• MATERIAL SUPPLIED:
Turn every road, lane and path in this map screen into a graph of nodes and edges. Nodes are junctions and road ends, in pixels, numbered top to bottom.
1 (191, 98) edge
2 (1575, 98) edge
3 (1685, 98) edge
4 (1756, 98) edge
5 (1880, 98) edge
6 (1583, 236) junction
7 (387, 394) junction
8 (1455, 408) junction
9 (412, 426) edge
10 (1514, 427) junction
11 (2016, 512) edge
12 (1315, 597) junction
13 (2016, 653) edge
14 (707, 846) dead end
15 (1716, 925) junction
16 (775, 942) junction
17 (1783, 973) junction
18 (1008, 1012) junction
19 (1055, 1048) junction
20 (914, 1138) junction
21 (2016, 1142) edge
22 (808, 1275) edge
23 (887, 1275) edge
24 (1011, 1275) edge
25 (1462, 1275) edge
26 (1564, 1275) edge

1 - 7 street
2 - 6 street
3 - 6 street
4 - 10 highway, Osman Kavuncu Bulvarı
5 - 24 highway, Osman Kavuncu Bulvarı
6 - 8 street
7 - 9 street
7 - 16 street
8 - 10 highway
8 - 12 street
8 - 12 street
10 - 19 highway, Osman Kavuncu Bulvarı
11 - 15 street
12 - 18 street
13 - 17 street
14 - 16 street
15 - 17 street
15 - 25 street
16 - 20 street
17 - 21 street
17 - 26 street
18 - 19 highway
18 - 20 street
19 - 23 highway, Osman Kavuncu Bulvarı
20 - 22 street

• PROBLEM STATEMENT:
Print each line of the data exactly as it was written.

• WRITTEN ANSWER:
Turn every road, lane and path in this map screen into a graph of nodes and edges. Nodes are junctions and road ends, in pixels, numbered top to bottom.
1 (191, 98) edge
2 (1575, 98) edge
3 (1685, 98) edge
4 (1756, 98) edge
5 (1880, 98) edge
6 (1583, 236) junction
7 (387, 394) junction
8 (1455, 408) junction
9 (412, 426) edge
10 (1514, 427) junction
11 (2016, 512) edge
12 (1315, 597) junction
13 (2016, 653) edge
14 (707, 846) dead end
15 (1716, 925) junction
16 (775, 942) junction
17 (1783, 973) junction
18 (1008, 1012) junction
19 (1055, 1048) junction
20 (914, 1138) junction
21 (2016, 1142) edge
22 (808, 1275) edge
23 (887, 1275) edge
24 (1011, 1275) edge
25 (1462, 1275) edge
26 (1564, 1275) edge

1 - 7 street
2 - 6 street
3 - 6 street
4 - 10 highway, Osman Kavuncu Bulvarı
5 - 24 highway, Osman Kavuncu Bulvarı
6 - 8 street
7 - 9 street
7 - 16 street
8 - 10 highway
8 - 12 street
8 - 12 street
10 - 19 highway, Osman Kavuncu Bulvarı
11 - 15 street
12 - 18 street
13 - 17 street
14 - 16 street
15 - 17 street
15 - 25 street
16 - 20 street
17 - 21 street
17 - 26 street
18 - 19 highway
18 - 20 street
19 - 23 highway, Osman Kavuncu Bulvarı
20 - 22 street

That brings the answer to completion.